(Records to process)

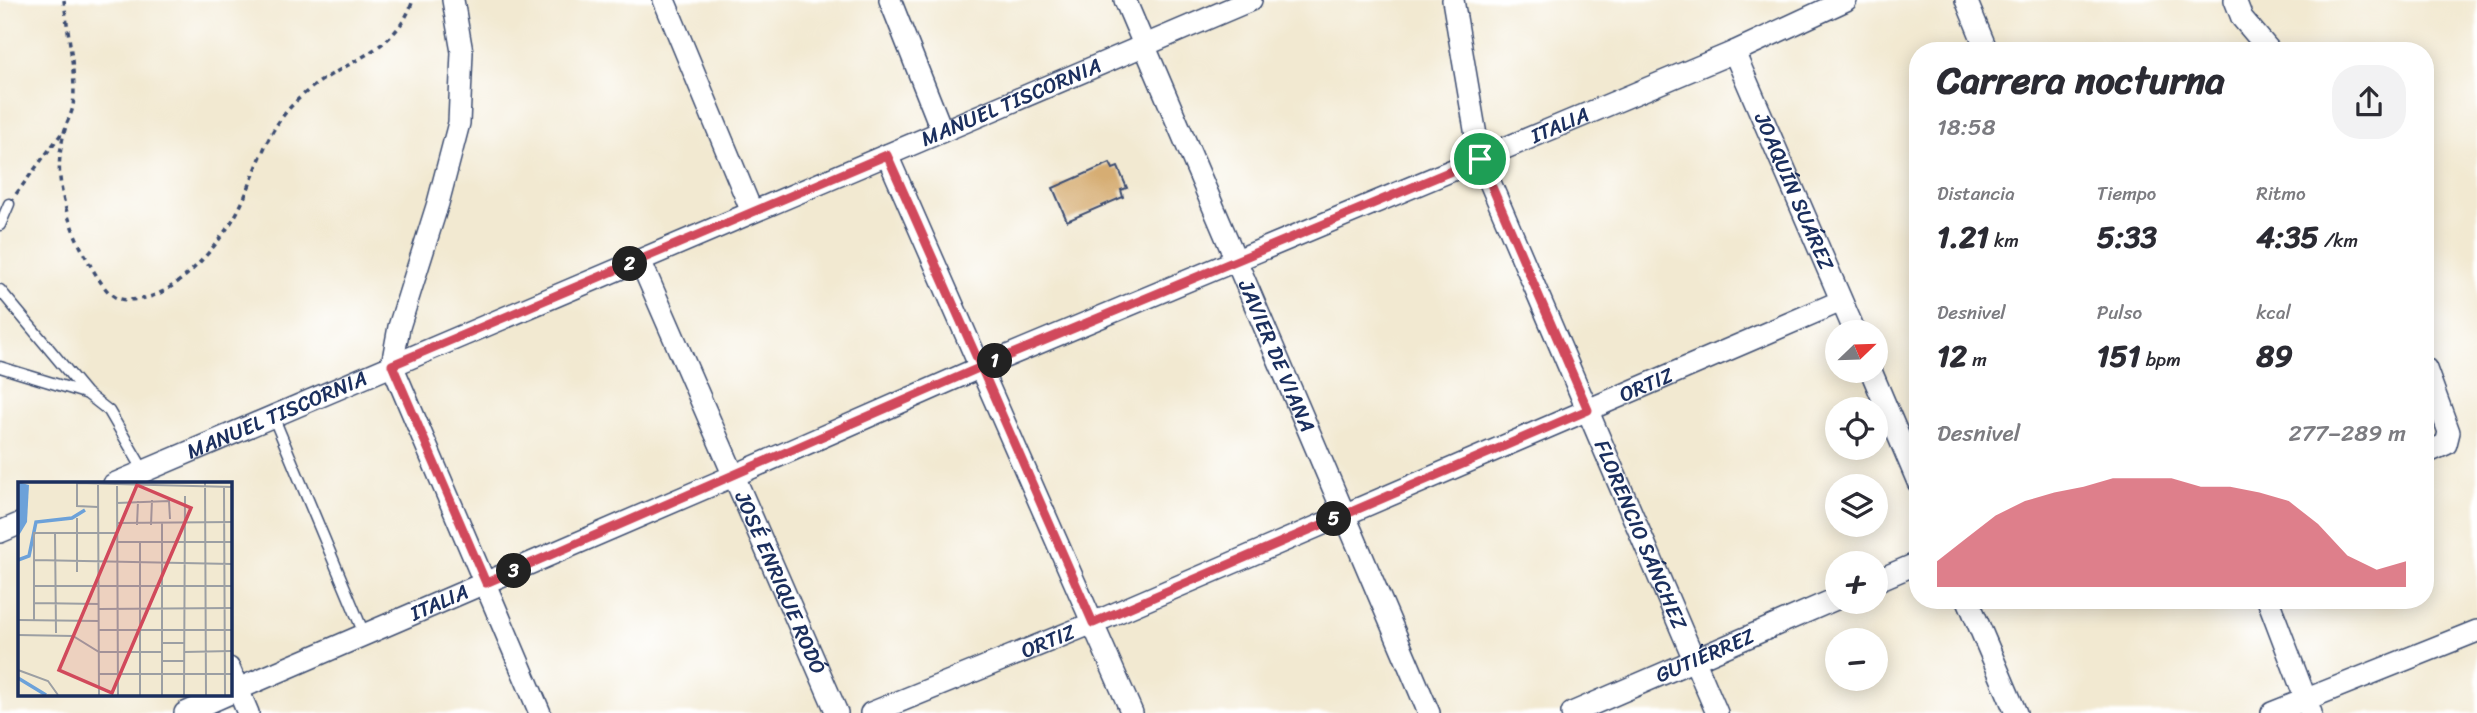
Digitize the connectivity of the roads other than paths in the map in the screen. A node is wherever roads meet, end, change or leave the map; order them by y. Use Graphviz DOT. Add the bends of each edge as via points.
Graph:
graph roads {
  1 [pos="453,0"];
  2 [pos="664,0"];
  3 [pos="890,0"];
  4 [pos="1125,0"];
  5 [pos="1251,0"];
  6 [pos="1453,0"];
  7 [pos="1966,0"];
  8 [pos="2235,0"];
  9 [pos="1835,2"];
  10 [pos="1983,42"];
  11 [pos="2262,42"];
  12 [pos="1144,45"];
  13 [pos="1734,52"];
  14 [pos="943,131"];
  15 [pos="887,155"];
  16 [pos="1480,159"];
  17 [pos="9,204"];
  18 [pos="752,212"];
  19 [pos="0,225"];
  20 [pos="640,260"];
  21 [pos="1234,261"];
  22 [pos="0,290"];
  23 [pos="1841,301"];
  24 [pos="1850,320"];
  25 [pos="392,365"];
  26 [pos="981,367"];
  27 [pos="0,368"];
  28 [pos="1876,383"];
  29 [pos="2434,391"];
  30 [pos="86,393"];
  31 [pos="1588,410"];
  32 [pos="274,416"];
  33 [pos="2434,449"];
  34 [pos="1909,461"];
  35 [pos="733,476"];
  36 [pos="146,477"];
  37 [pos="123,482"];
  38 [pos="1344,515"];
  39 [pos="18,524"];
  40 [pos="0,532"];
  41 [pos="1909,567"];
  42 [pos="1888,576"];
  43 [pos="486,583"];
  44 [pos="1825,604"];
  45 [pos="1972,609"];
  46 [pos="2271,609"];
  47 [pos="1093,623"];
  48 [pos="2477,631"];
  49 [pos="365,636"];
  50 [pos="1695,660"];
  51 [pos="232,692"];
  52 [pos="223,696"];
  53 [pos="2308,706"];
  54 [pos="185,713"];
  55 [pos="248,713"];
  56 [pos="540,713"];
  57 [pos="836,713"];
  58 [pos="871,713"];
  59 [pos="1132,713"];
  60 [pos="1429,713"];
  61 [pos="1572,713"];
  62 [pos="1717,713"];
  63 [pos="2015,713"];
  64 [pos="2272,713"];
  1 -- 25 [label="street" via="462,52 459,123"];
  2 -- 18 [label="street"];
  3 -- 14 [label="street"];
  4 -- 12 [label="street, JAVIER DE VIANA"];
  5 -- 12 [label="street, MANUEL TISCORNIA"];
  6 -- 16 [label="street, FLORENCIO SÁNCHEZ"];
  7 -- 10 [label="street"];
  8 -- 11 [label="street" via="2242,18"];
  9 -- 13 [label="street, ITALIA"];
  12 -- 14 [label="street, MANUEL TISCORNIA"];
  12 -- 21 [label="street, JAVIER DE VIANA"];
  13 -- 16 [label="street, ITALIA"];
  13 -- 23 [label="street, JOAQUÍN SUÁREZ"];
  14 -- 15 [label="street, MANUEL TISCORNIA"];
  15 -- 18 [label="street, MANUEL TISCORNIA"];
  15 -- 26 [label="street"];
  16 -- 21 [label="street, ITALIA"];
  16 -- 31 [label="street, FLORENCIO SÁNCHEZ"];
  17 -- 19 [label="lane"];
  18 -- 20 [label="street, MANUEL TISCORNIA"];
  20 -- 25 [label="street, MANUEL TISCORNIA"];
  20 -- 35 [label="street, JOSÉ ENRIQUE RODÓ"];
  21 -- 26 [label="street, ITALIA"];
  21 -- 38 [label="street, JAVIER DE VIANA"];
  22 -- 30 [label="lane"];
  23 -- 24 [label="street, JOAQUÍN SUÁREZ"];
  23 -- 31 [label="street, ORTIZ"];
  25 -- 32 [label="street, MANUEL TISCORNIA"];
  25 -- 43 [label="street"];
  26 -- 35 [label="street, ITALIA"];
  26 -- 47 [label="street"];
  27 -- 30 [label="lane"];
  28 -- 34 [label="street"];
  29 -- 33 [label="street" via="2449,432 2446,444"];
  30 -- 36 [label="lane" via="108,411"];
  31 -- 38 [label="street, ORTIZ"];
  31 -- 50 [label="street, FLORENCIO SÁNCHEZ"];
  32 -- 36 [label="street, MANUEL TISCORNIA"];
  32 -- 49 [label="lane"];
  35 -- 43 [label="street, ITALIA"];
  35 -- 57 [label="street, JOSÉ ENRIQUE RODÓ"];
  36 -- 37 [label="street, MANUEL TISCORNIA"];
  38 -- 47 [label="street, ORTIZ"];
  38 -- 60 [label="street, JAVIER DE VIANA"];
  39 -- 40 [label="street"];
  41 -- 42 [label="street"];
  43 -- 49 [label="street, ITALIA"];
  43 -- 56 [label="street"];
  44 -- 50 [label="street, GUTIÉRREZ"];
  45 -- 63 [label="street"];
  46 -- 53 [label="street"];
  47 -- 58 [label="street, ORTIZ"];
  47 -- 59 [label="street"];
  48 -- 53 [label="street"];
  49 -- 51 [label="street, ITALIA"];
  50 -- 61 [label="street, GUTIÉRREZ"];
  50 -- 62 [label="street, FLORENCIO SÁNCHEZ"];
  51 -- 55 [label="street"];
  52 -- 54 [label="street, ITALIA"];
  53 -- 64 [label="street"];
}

(End Records to process)

-- What to produce --
Copy out all lines from the records where the word "ORTIZ" appears.

-- Answer box --
  23 -- 31 [label="street, ORTIZ"];
  31 -- 38 [label="street, ORTIZ"];
  38 -- 47 [label="street, ORTIZ"];
  47 -- 58 [label="street, ORTIZ"];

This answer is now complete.